Grand auteur compositeur, il se place, par ses œuvres aguichantes, au sommet du hit-parade et ne laisse personne indifférent : « Pauline », « Chouchouna », « Liwa ya somo », «MT la vérité», «Vie ya mosolo», « Amoureux déçu », « Miyelele », « Naleli yo, Bibi, Zonga Zonga », etc.
Désormais vedette à part entière, il se surnomme « Papa Wemba » et ce sobriquet s’identifie à lui et l’accompagne, le reste de sa carrière. Cinq années durant l’artiste contribue grandement au bonheur des mélomanes.
Hélas, en 1974, Papa Wemba avec quelques camarades, Evoloko, Mavuela Somo et Bozi Boziana quitte l’ensemble Zaiko Langa Langa et s’enva créer l’orchestre « Isifi Lokole » où sera accouchée la chanson « Amazone », œuvre coruscante qui vient confirmer son leadership.
En 1976, Papa Wemba en compagnie de Mavuela Somo, Bozi Boziana et Mbuta Mashakado, monte « Yoka Lokole » qui ne dure que l’espace d’un matin. Papa Wemba se sent les coudées franches pour disposer de son propre ensemble. Aussi, en 1977, crée-t-il l’orchestre « Viva la Musica ».
L’école Viva La Musica
Devenu pratiquement l’archétype du Kinois à la mode, Papa Wemba invente le « Village Molokai » et se fait introniser « Chef coutumier ». Ce village, stéréotype du quartier Matonge, comprend les rues de Masimanimba, Oshue, Lokoloma, Kanda-Kanda et Inzia.
Il impose un style vestimentaire, une démarche, un certain « parler », bref une allure générale qui caractérise les « Sapeurs ». Appelé ainsi « Roi de la sape », il porte en même temps plusieurs autres sobriquets qui ne sont que le reflet de sa progression dans les bonnes grâces d’un public de plus en plus enthousiaste : Kuru Yaka, Bokulaka ou vieux Bokul, Fula Ngenge, Ekumany Bakala Dia Kuba, Linioko ya Tembe, Vieux Boa, Petit Rossy, Le parrain (son futur surnom pour le prochain album), etc. Côté discographique, il aligne «Mère Supérieure», «Analengo».
En 1979, il décide d’intégrer, un moment, l’orchestre Afrisa International de Tabu Ley Rochereau aux fins de peaufiner ses connaissances musicales. Il y enregistre « Lèvres roses » dont la réussite est totale.
Renouant avec son orchestre, il se retrouve à la tête d’une panoplie d’artistes aux talents complexes et complémentaires tels Emeneya, Jadot le Cambodgien, Sangwa Maray Maray, Djenga Kisangani Esperant, Bipoli Guimares, Safro Manzangi, Reddy Amisi, Stino l’As de la chorale, etc.

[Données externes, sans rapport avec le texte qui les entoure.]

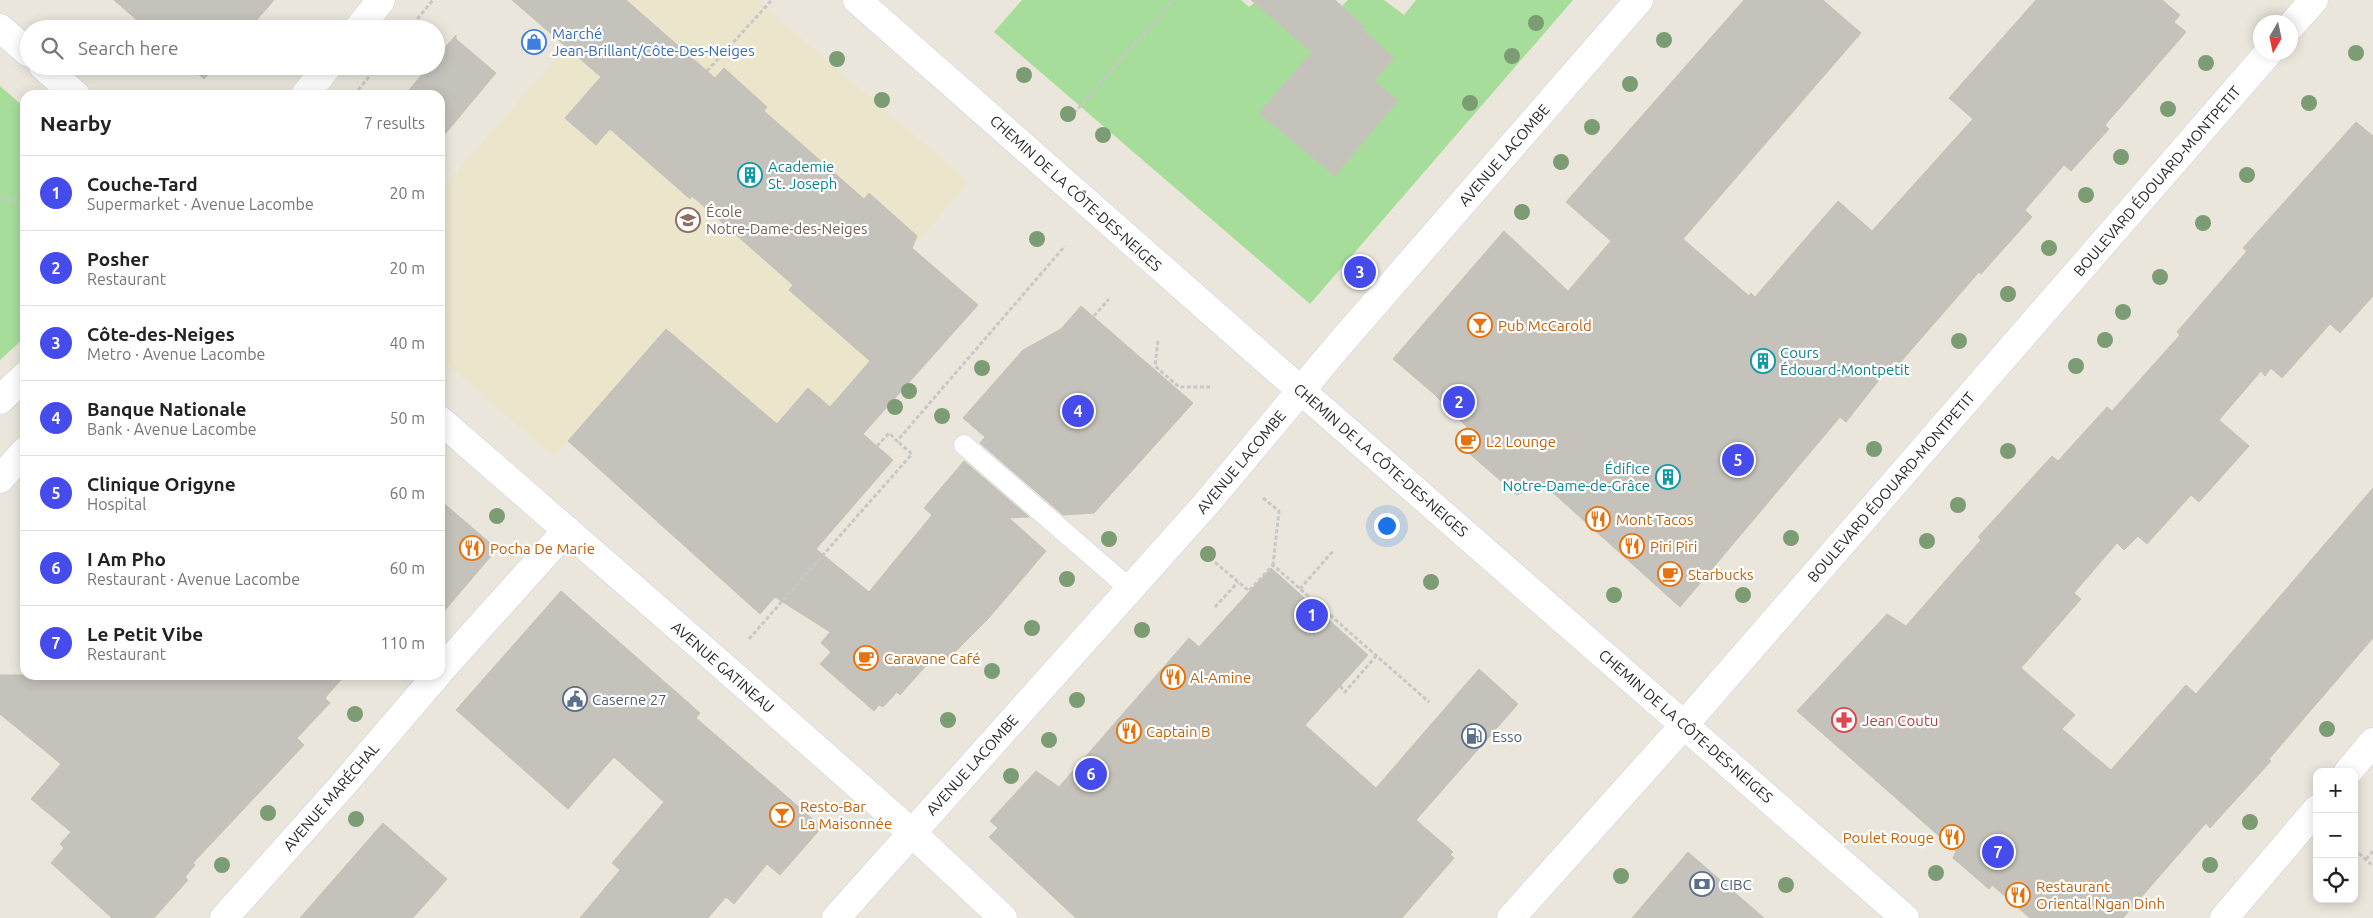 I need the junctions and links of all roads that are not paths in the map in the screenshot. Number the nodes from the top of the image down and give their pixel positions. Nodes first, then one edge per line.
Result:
1 (381, 0) edge
2 (857, 0) edge
3 (1639, 0) edge
4 (2314, 0) edge
5 (2298, 18) edge
6 (365, 20) edge
7 (0, 28) edge
8 (20, 46) edge
9 (2261, 60) edge
10 (53, 75) edge
11 (321, 75) edge
12 (70, 90) edge
13 (309, 90) edge
14 (20, 381) edge
15 (1300, 389) junction
16 (0, 400) edge
17 (445, 424) edge
18 (964, 445) dead end
19 (20, 457) edge
20 (0, 479) edge
21 (567, 530) junction
22 (1130, 589) junction
23 (445, 665) edge
24 (432, 680) edge
25 (1685, 724) junction
26 (2373, 742) edge
27 (2351, 768) edge
28 (2314, 813) edge
29 (912, 832) junction
30 (224, 918) edge
31 (836, 918) edge
32 (1003, 918) edge
33 (1511, 918) edge
34 (1905, 918) edge
35 (2224, 918) edge

1 - 6 street
2 - 15 street, CHEMIN DE LA CÔTE-DES-NEIGES
3 - 15 street, AVENUE LACOMBE
4 - 5 street
7 - 8 street
9 - 25 street, BOULEVARD ÉDOUARD-MONTPETIT
10 - 12 street
11 - 13 street
14 - 16 street
15 - 22 street, AVENUE LACOMBE
15 - 25 street, CHEMIN DE LA CÔTE-DES-NEIGES
17 - 21 street, AVENUE GATINEAU
18 - 22 lane
19 - 20 street
21 - 23 street
21 - 29 street, AVENUE GATINEAU
22 - 29 street, AVENUE LACOMBE
24 - 30 street, AVENUE MARÉCHAL
25 - 33 street, BOULEVARD ÉDOUARD-MONTPETIT
25 - 34 street, CHEMIN DE LA CÔTE-DES-NEIGES
26 - 27 street
28 - 35 street
29 - 31 street, AVENUE LACOMBE
29 - 32 street, AVENUE GATINEAU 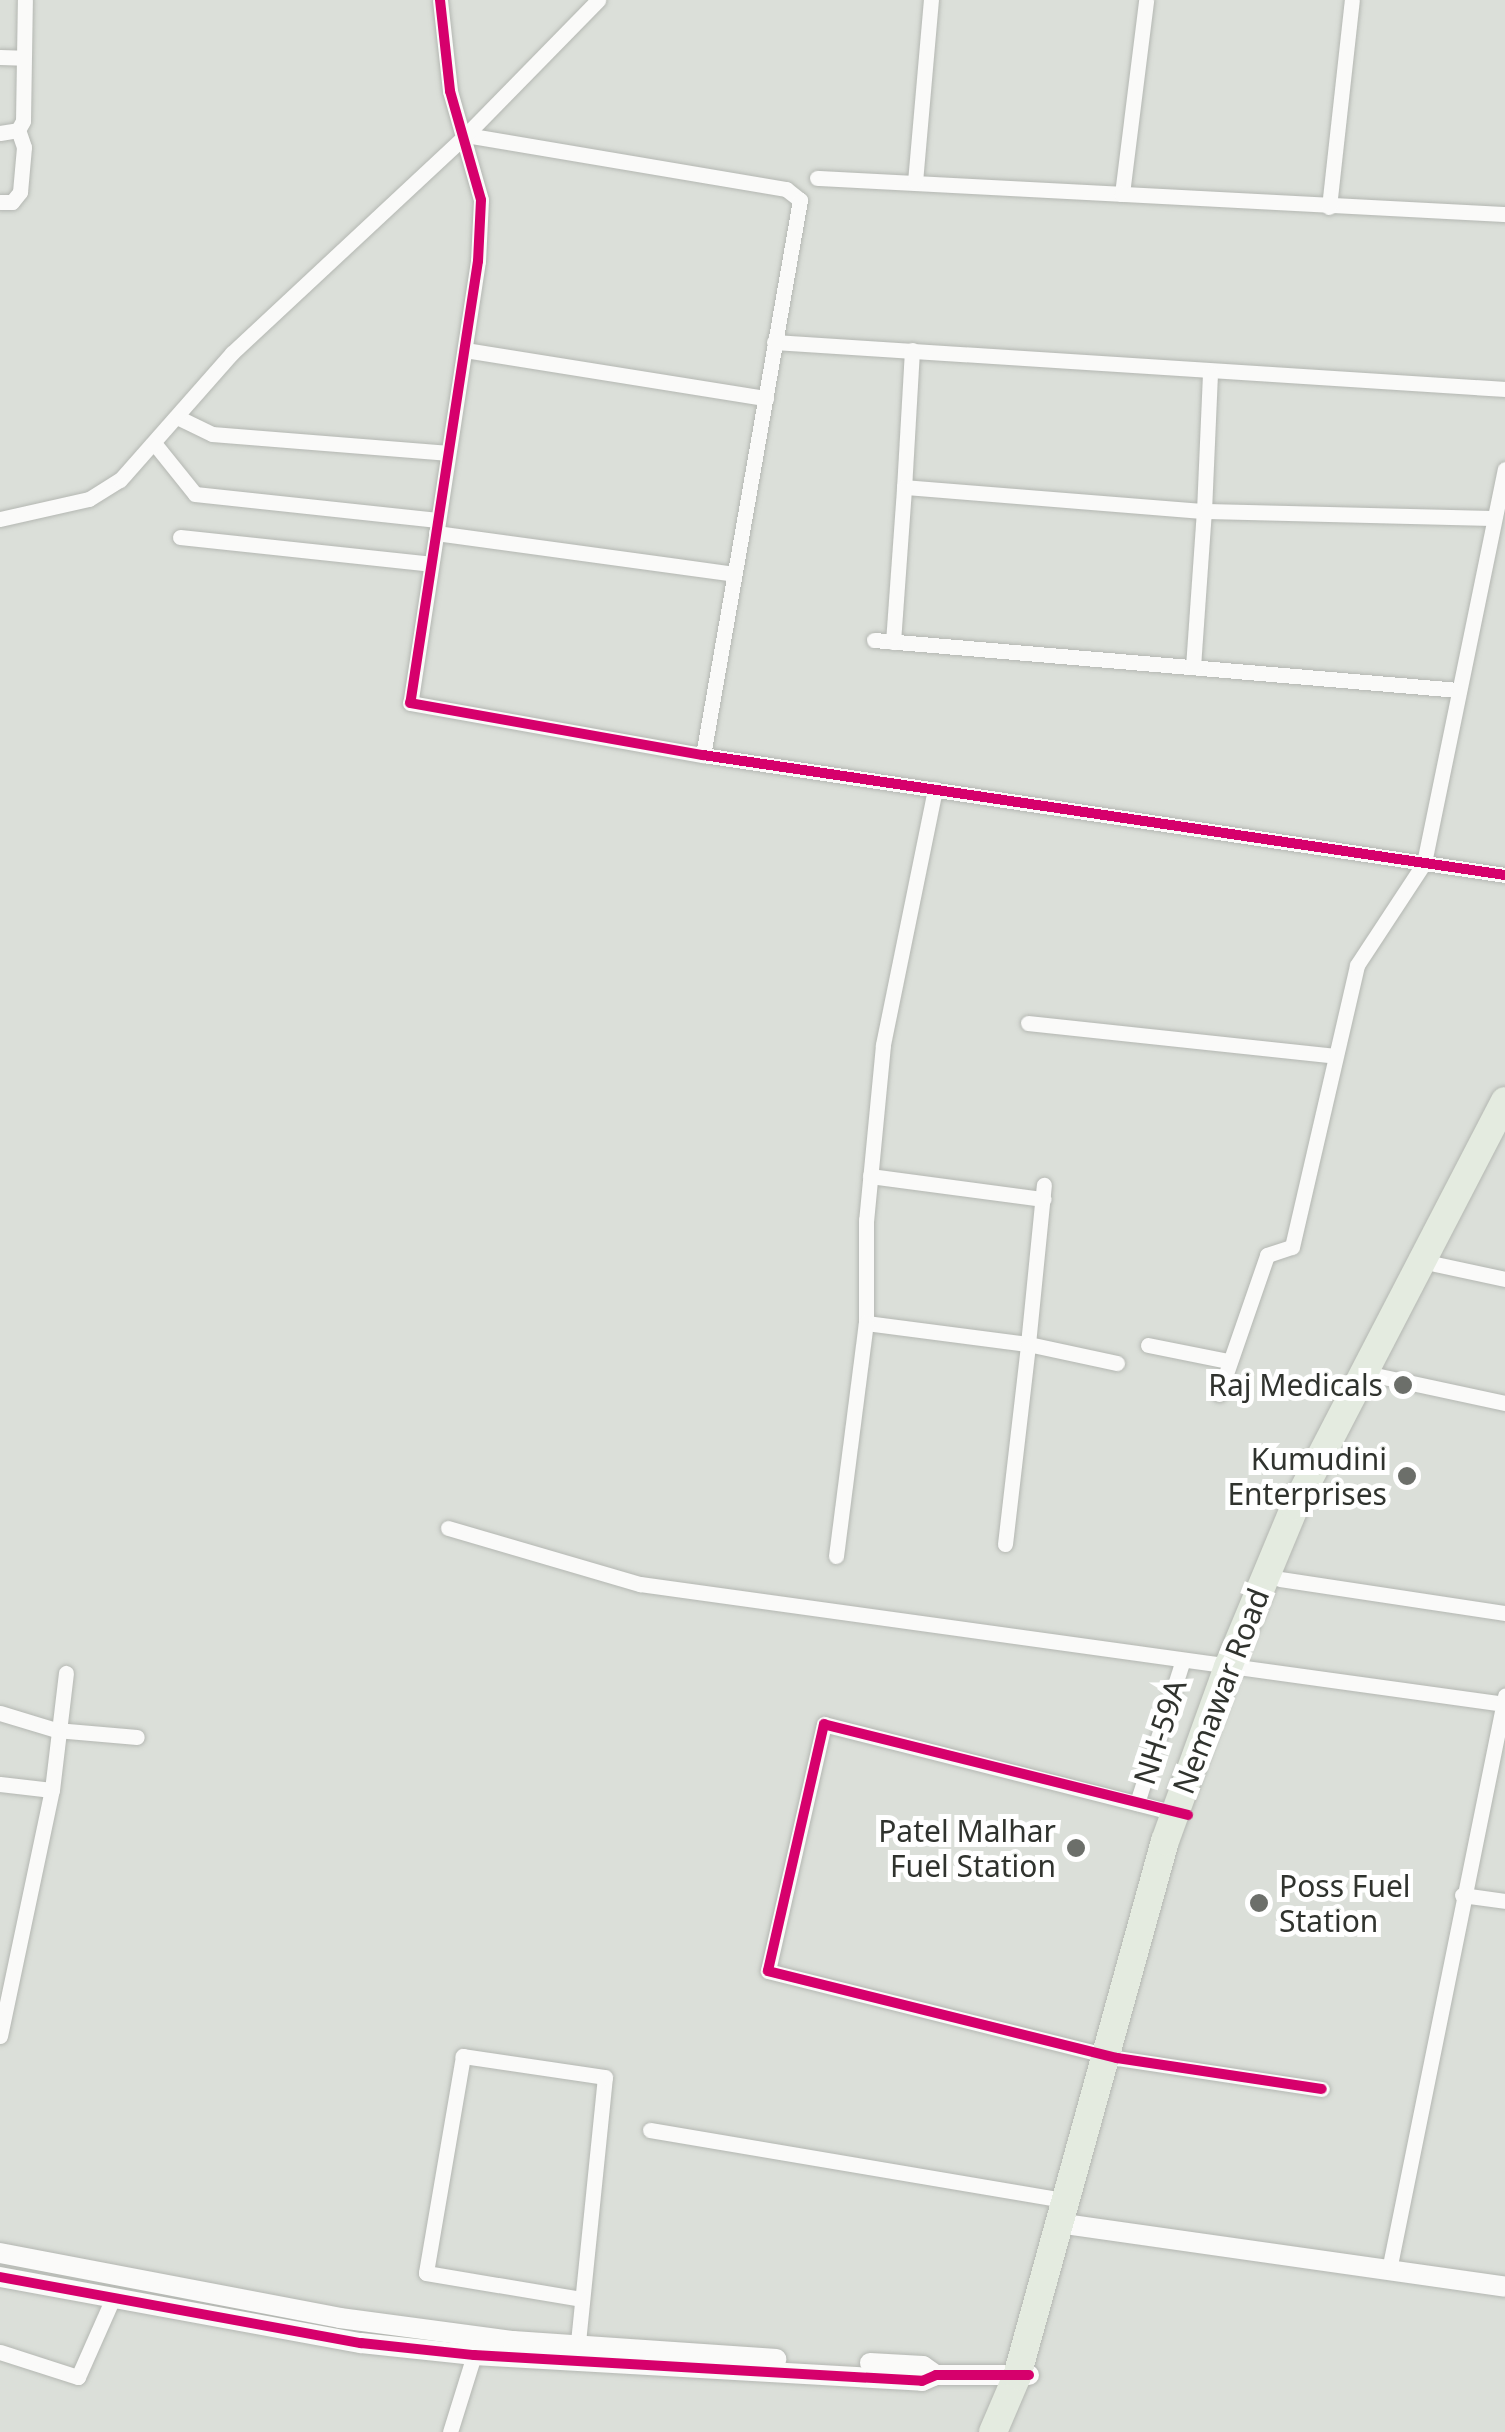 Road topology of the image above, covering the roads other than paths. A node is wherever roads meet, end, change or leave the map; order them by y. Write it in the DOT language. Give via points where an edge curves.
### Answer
graph roads {
  1 [pos="25,0"];
  2 [pos="440,0"];
  3 [pos="598,0"];
  4 [pos="931,0"];
  5 [pos="1146,0"];
  6 [pos="1352,0"];
  7 [pos="0,57"];
  8 [pos="23,58"];
  9 [pos="18,130"];
  10 [pos="0,133"];
  11 [pos="466,135"];
  12 [pos="817,178"];
  13 [pos="916,182"];
  14 [pos="1122,194"];
  15 [pos="0,202"];
  16 [pos="1330,207"];
  17 [pos="1505,214"];
  18 [pos="774,342"];
  19 [pos="465,350"];
  20 [pos="912,350"];
  21 [pos="1210,372"];
  22 [pos="1505,388"];
  23 [pos="766,398"];
  24 [pos="178,416"];
  25 [pos="154,444"];
  26 [pos="446,453"];
  27 [pos="1505,469"];
  28 [pos="904,487"];
  29 [pos="1204,512"];
  30 [pos="1494,518"];
  31 [pos="5,519"];
  32 [pos="437,526"];
  33 [pos="180,537"];
  34 [pos="430,564"];
  35 [pos="734,574"];
  36 [pos="874,640"];
  37 [pos="893,642"];
  38 [pos="1193,667"];
  39 [pos="1459,690"];
  40 [pos="703,755"];
  41 [pos="935,789"];
  42 [pos="1424,863"];
  43 [pos="1505,875"];
  44 [pos="1028,1023"];
  45 [pos="1335,1056"];
  46 [pos="1505,1101"];
  47 [pos="1505,1125"];
  48 [pos="870,1176"];
  49 [pos="1435,1264"];
  50 [pos="1505,1280"];
  51 [pos="866,1323"];
  52 [pos="1028,1344"];
  53 [pos="1148,1345"];
  54 [pos="1228,1361"];
  55 [pos="1117,1363"];
  56 [pos="1379,1376"];
  57 [pos="1218,1394"];
  58 [pos="1505,1402"];
  59 [pos="1350,1412"];
  60 [pos="448,1528"];
  61 [pos="1006,1544"];
  62 [pos="836,1556"];
  63 [pos="1280,1579"];
  64 [pos="1505,1613"];
  65 [pos="1182,1660"];
  66 [pos="1236,1669"];
  67 [pos="66,1673"];
  68 [pos="1504,1701"];
  69 [pos="0,1713"];
  70 [pos="56,1730"];
  71 [pos="137,1738"];
  72 [pos="0,1784"];
  73 [pos="52,1790"];
  74 [pos="1137,1803"];
  75 [pos="1181,1814"];
  76 [pos="1462,1895"];
  77 [pos="1505,1901"];
  78 [pos="0,2036"];
  79 [pos="1111,2056"];
  80 [pos="1322,2089"];
  81 [pos="650,2130"];
  82 [pos="1068,2213"];
  83 [pos="4,2253"];
  84 [pos="1389,2270"];
  85 [pos="2,2277"];
  86 [pos="1505,2287"];
  87 [pos="113,2298"];
  88 [pos="581,2299"];
  89 [pos="0,2352"];
  90 [pos="577,2354"];
  91 [pos="474,2355"];
  92 [pos="1023,2375"];
  93 [pos="450,2432"];
  94 [pos="993,2432"];
  95 [pos="1007,2432"];
  1 -- 8 [label="street"];
  2 -- 11 [label="street" via="446,68"];
  3 -- 11 [label="street"];
  4 -- 13 [label="street"];
  5 -- 14 [label="street"];
  6 -- 16 [label="street"];
  7 -- 8 [label="street"];
  8 -- 9 [label="street"];
  9 -- 10 [label="street"];
  9 -- 15 [label="street" via="24,147 20,192 12,202"];
  11 -- 18 [label="street" via="786,189 800,200"];
  11 -- 19 [label="street" via="481,200"];
  11 -- 24 [label="street" via="232,354"];
  12 -- 13 [label="street"];
  13 -- 14 [label="street"];
  14 -- 16 [label="street"];
  16 -- 17 [label="street"];
  18 -- 20 [label="street"];
  18 -- 23 [label="street"];
  19 -- 23 [label="street"];
  19 -- 26 [label="street"];
  20 -- 21 [label="street"];
  20 -- 28 [label="street"];
  21 -- 22 [label="street"];
  21 -- 29 [label="street"];
  23 -- 35 [label="street"];
  24 -- 25 [label="street"];
  24 -- 26 [label="street" via="212,434"];
  25 -- 31 [label="street" via="120,480 88,500"];
  25 -- 32 [label="street" via="195,494"];
  26 -- 32 [label="street"];
  27 -- 30 [label="street"];
  28 -- 29 [label="street"];
  28 -- 37 [label="street"];
  29 -- 30 [label="street"];
  29 -- 38 [label="street"];
  30 -- 39 [label="street"];
  32 -- 34 [label="street"];
  32 -- 35 [label="street"];
  33 -- 34 [label="street"];
  34 -- 40 [label="street" via="410,703"];
  35 -- 40 [label="street"];
  36 -- 37 [label="street"];
  37 -- 38 [label="street"];
  38 -- 39 [label="street"];
  39 -- 42 [label="street"];
  40 -- 41 [label="street"];
  41 -- 42 [label="street"];
  41 -- 48 [label="street" via="883,1046"];
  42 -- 43 [label="street"];
  42 -- 45 [label="street" via="1357,965"];
  44 -- 45 [label="street"];
  45 -- 54 [label="street" via="1292,1247 1267,1255"];
  46 -- 59 [label="highway, Nemawar Road"];
  47 -- 49 [label="highway, Nemawar Road"];
  48 -- 51 [label="street" via="861,1292"];
  48 -- 52 [label="street" via="1044,1192"];
  49 -- 50 [label="street"];
  49 -- 56 [label="highway, Nemawar Road"];
  51 -- 52 [label="street"];
  51 -- 62 [label="street"];
  52 -- 55 [label="street"];
  52 -- 61 [label="street"];
  53 -- 54 [label="street"];
  54 -- 57 [label="street"];
  56 -- 58 [label="street"];
  56 -- 59 [label="highway, Nemawar Road"];
  59 -- 63 [label="highway, Nemawar Road"];
  59 -- 66 [label="highway, Nemawar Road"];
  60 -- 65 [label="street" via="640,1584"];
  63 -- 64 [label="street"];
  63 -- 66 [label="highway, Nemawar Road"];
  65 -- 66 [label="street"];
  65 -- 74 [label="street, NH-59A"];
  66 -- 68 [label="street"];
  66 -- 75 [label="highway, Nemawar Road"];
  67 -- 70 [label="street"];
  68 -- 76 [label="street"];
  69 -- 70 [label="street"];
  70 -- 71 [label="street"];
  70 -- 73 [label="street"];
  72 -- 73 [label="street"];
  73 -- 78 [label="street"];
  74 -- 75 [label="street"];
  74 -- 79 [label="street" via="824,1724 768,1971"];
  75 -- 79 [label="highway, Nemawar Road"];
  76 -- 77 [label="street"];
  76 -- 84 [label="street"];
  79 -- 80 [label="street"];
  79 -- 82 [label="highway, Nemawar Road"];
  81 -- 82 [label="street"];
  82 -- 84 [label="street"];
  82 -- 92 [label="highway, Nemawar Road"];
  83 -- 85 [label="street"];
  83 -- 90 [label="street" via="254,2304"];
  84 -- 86 [label="street"];
  85 -- 87 [label="street"];
  87 -- 89 [label="street" via="78,2376"];
  87 -- 91 [label="street" via="361,2343"];
  88 -- 88 [label="street" via="605,2078 463,2056 426,2272"];
  88 -- 90 [label="street"];
  90 -- 91 [label="street"];
  90 -- 92 [label="street" via="922,2380 936,2374"];
  91 -- 93 [label="street"];
  92 -- 94 [label="highway, Nemawar Road"];
  92 -- 95 [label="highway, Nemawar Road"];
}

Son étoile augmente d’intensité et à partir de l’an 2000, une carrière internationale solidifie le succès de l’artiste. Avec une nouvelle génération d’artistes, il met sur pied à Kinshasa une aile de Viva la Musica dénommée « Nouvelle Ecriture ». Des chanteurs comme Bendo Son, Pompon Miyake, Ibos, Al Patchino, Pathy Patcheco, Bogus Bompema, Ramazani etc., vont l’accompagner dans ce nouveau virage.
Incarcéré quelques semaines dans une affaire d’immigration clandestine en 2004, l’artiste est sorti de l’épreuve porté en triomphe, tel un phénix renaissant de ses cendres. Pour ses fans, en effet, cet épisode douloureux est à mettre sur le compte des impondérables de la vie.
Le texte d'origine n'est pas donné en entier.